The State of Victoria lived its youth in time and in turn with the queen who gave it her name. It was born, it thrived and subsided gracefully with her reign, growing from an explorer's mud hut to a quite highly civilized community in the half-century that was Victoria's—in the spirit, the letter, and in the image of Victorian taste and Victorian endeavour.

The older colonies in Australia—New South Wales and Tasmania—were established fifty important years earlier. They grew up between 1790 and 1840 in the manners of the eighteenth century to which their military governors were accustomed. Unstudied late-Georgian dignity thus persevered deep into the nineteenth century, unaffected by the chain of revivals reacting through Europe.

Victoria, too young to have witnessed this one coherent phase of Australia's architectural development, never knew intimately any style. She knew only the wonderful confusion of all styles which was Victorian. The Old Colonial had passed from the minds of the first builders in this new colony at Port Phillip Bay. All at once, with the opening of the new territory, the revivals of the century came crowding in on top of each other. Almost from the beginning every builder indulged in eclecticism unhampered by any local traditions or any special tastes on the part of the bewildered populace. The churches were mainly Gothic; the public buildings leant to Rome. But the houses and offices felt free to dip into history wherever their fancy led them.
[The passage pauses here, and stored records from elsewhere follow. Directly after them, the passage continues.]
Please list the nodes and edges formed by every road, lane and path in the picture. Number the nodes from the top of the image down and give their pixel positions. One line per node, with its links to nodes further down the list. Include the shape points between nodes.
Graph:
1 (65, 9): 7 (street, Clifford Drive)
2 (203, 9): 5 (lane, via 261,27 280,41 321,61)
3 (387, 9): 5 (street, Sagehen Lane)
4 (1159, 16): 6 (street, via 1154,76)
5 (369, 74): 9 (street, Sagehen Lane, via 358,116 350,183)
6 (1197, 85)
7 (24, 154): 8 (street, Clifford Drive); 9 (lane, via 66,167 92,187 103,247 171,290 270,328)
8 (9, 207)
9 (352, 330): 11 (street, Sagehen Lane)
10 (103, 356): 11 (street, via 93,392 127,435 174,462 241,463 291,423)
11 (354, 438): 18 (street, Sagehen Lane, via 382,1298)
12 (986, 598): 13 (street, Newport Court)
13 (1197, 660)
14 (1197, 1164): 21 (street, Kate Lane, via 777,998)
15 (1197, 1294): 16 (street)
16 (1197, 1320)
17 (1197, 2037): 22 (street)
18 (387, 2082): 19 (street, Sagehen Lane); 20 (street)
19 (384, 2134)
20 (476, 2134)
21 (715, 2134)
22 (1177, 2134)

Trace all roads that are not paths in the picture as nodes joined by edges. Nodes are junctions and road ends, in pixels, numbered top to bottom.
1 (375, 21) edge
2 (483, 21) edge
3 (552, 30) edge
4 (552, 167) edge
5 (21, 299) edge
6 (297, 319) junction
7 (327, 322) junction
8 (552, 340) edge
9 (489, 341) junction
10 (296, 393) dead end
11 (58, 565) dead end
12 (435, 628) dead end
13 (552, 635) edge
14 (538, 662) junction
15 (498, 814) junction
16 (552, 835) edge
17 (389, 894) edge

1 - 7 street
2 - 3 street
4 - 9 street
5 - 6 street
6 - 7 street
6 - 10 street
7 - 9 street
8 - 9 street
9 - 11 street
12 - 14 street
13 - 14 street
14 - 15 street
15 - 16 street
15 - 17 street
The builders who overlooked the Old Colonial details were also oblivious to all lessons on the Australian climate learnt by the older men in New South Wales. In Port Phillip Bay the new settlers found a climate milder than any yet encountered on the new continent. The winter was grey, damp and depressing, but not uncomfortably cold for long periods; never cold enough to take leaves for more than three months from the English trees which they hastily planted. Even the fierce summer sun was accepted philosophically. Despite the lesson of the Old Colonials, verandas were not considered necessary. After some ten summers the need for protection became apparent. A veranda was often added thereafter, but it was separately pitched from light poles and sprang in a galvanized iron buttress to the wall line; it was never an integral part of the Victorian house.

The white man came to Victoria with the nineteenth century (in 1801, the first building, a block-house planted about with ill-fated fruit trees) but a successful foundation was not laid till the eighteen-thirties. In contrast to the older States, this foundation was the work of privately enterprising men under a cloud of official disapproval. Henty, Batman and Fawkner, men of opposed natures, intentions and ideals, pressed across separately from the harshly settled island of Tasmania, bringing fruit trees, seeds, vines, implements, livestock, some labourers, two builders and one architect: Samuel Jackson, of John Pascoe Fawkner's party. Fawkner and Batman each had such strong rival claims to the foundation of Melbourne that some historians, to make peace, have termed the former the ‘father' and the latter the ‘founder' of Melbourne. Each man was typical of his class in the sharply divided society that developed. Batman, the polite stockholder, the first of an army of wealthy pastoralists, applied what elegant English features he could to the mud and crackling branches of the wild land. Fawkner was the convict's son, the trader, the self-educated editor of the first newspaper which he stuck in manuscript to the window of his, the first, hotel. He was the fighter, the tough, fierce critic of authority, the forerunner to the radicals who later broke the oligarchical rule that persevered till the middle of the century. He had the spirit that built up trade unionism and wages and cut down working hours to degrees unheard of abroad, the religiously democratic fervour that brought manhood suffrage sixty-one years before it appeared in the United Kingdom, the spirit that led Victoria in 1859 to become the first parliamentary state in the world with a secret ballot at elections, the spirit that discounted experts and suspected artists of all kinds.